- _Try it_:
Write the listing below out again word for word, without a single picture.
Input data: Begin
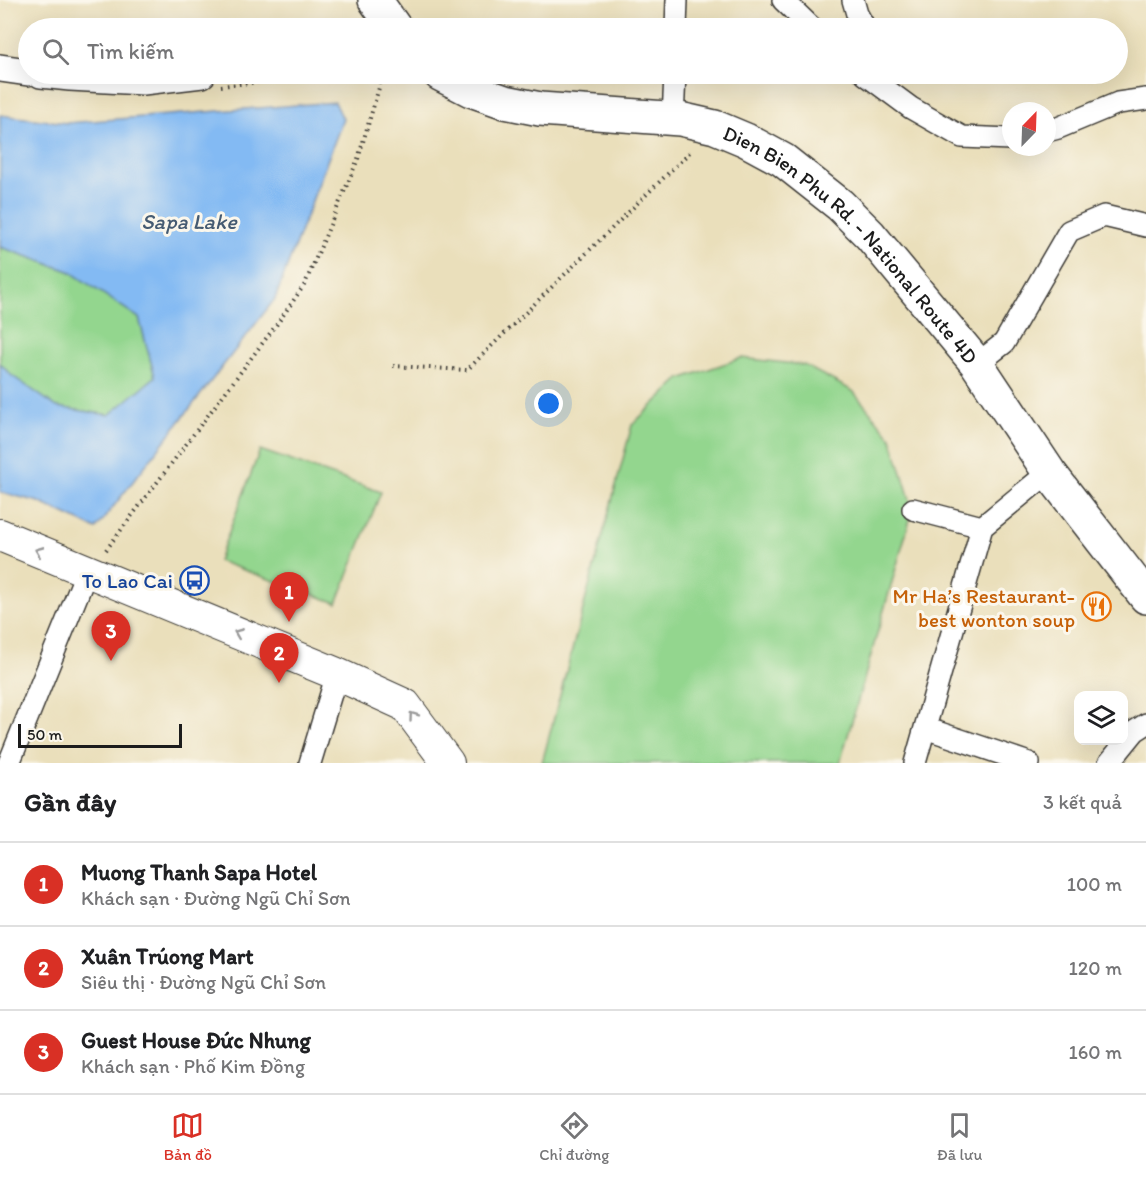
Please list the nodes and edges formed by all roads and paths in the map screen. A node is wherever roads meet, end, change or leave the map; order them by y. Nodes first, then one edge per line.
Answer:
1 (375, 0) edge
2 (677, 0) edge
3 (783, 0) edge
4 (852, 0) edge
5 (388, 18) edge
6 (676, 18) edge
7 (802, 18) edge
8 (860, 18) edge
9 (0, 68) edge
10 (18, 71) edge
11 (380, 84) edge
12 (459, 84) edge
13 (675, 84) edge
14 (879, 84) edge
15 (1146, 99) edge
16 (673, 119) junction
17 (715, 128) junction
18 (1056, 129) edge
19 (1002, 139) edge
20 (1146, 226) edge
21 (977, 364) junction
22 (393, 366) dead end
23 (1049, 472) junction
24 (913, 509) dead end
25 (981, 527) junction
26 (0, 535) edge
27 (95, 562) junction
28 (1146, 597) edge
29 (337, 674) junction
30 (1146, 724) edge
31 (925, 728) junction
32 (9, 763) edge
33 (310, 763) edge
34 (448, 763) edge
35 (915, 763) edge
36 (1029, 763) edge
37 (1109, 763) edge

1 - 5 main road
2 - 6 street
3 - 7 street
4 - 8 street
9 - 10 street
11 - 27 path
12 - 16 main road, Dien Bien Phu Rd. - National Route 4D
13 - 16 street
14 - 19 street
15 - 18 street
16 - 17 main road, Dien Bien Phu Rd. - National Route 4D
17 - 21 main road, Dien Bien Phu Rd. - National Route 4D
17 - 22 path
20 - 21 street
21 - 23 main road, Dien Bien Phu Rd. - National Route 4D
23 - 25 street
23 - 28 main road, Dien Bien Phu Rd. - National Route 4D
24 - 25 street
25 - 31 street
27 -> 26 main road
29 -> 27 main road
27 - 32 street
29 - 33 street
34 -> 29 main road
30 - 37 street
31 - 35 street
31 - 36 street

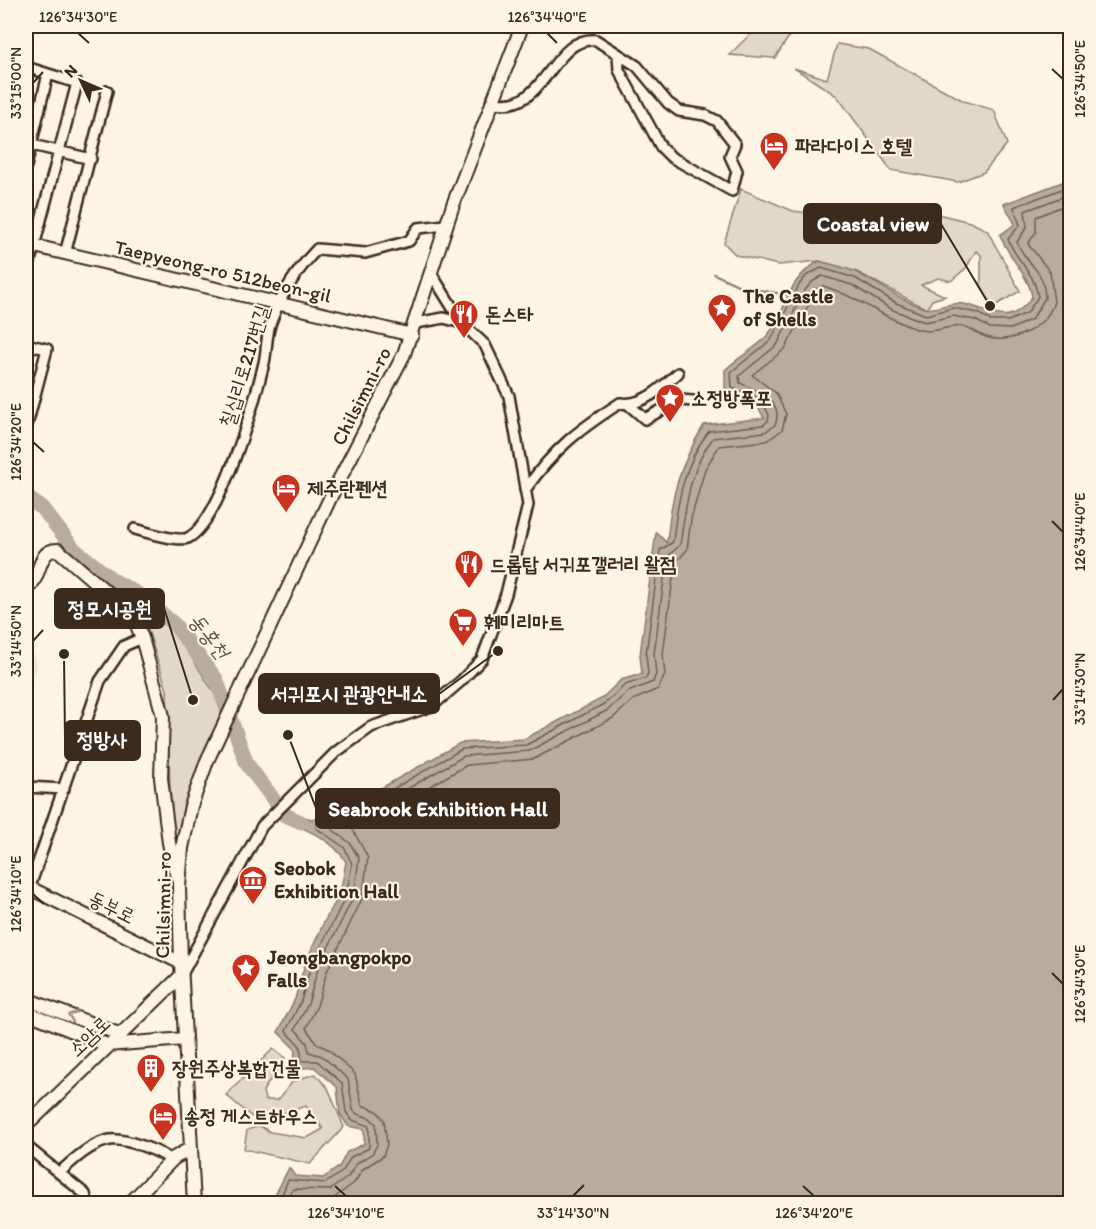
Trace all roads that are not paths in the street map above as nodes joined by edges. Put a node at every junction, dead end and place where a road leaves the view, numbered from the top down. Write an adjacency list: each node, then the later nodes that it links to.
Input data: End
- _Exercise answer_:
Please list the nodes and edges formed by all roads and paths in the map screen. A node is wherever roads meet, end, change or leave the map; order them by y. Nodes first, then one edge per line.
Answer:
1 (375, 0) edge
2 (677, 0) edge
3 (783, 0) edge
4 (852, 0) edge
5 (388, 18) edge
6 (676, 18) edge
7 (802, 18) edge
8 (860, 18) edge
9 (0, 68) edge
10 (18, 71) edge
11 (380, 84) edge
12 (459, 84) edge
13 (675, 84) edge
14 (879, 84) edge
15 (1146, 99) edge
16 (673, 119) junction
17 (715, 128) junction
18 (1056, 129) edge
19 (1002, 139) edge
20 (1146, 226) edge
21 (977, 364) junction
22 (393, 366) dead end
23 (1049, 472) junction
24 (913, 509) dead end
25 (981, 527) junction
26 (0, 535) edge
27 (95, 562) junction
28 (1146, 597) edge
29 (337, 674) junction
30 (1146, 724) edge
31 (925, 728) junction
32 (9, 763) edge
33 (310, 763) edge
34 (448, 763) edge
35 (915, 763) edge
36 (1029, 763) edge
37 (1109, 763) edge

1 - 5 main road
2 - 6 street
3 - 7 street
4 - 8 street
9 - 10 street
11 - 27 path
12 - 16 main road, Dien Bien Phu Rd. - National Route 4D
13 - 16 street
14 - 19 street
15 - 18 street
16 - 17 main road, Dien Bien Phu Rd. - National Route 4D
17 - 21 main road, Dien Bien Phu Rd. - National Route 4D
17 - 22 path
20 - 21 street
21 - 23 main road, Dien Bien Phu Rd. - National Route 4D
23 - 25 street
23 - 28 main road, Dien Bien Phu Rd. - National Route 4D
24 - 25 street
25 - 31 street
27 -> 26 main road
29 -> 27 main road
27 - 32 street
29 - 33 street
34 -> 29 main road
30 - 37 street
31 - 35 street
31 - 36 street

Trace all roads that are not paths in the street map above as nodes joined by edges. Put a node at every junction, dead end and place where a road leaves the view, numbered from the top down. Write an adjacency list: each node, then the later nodes that it links to.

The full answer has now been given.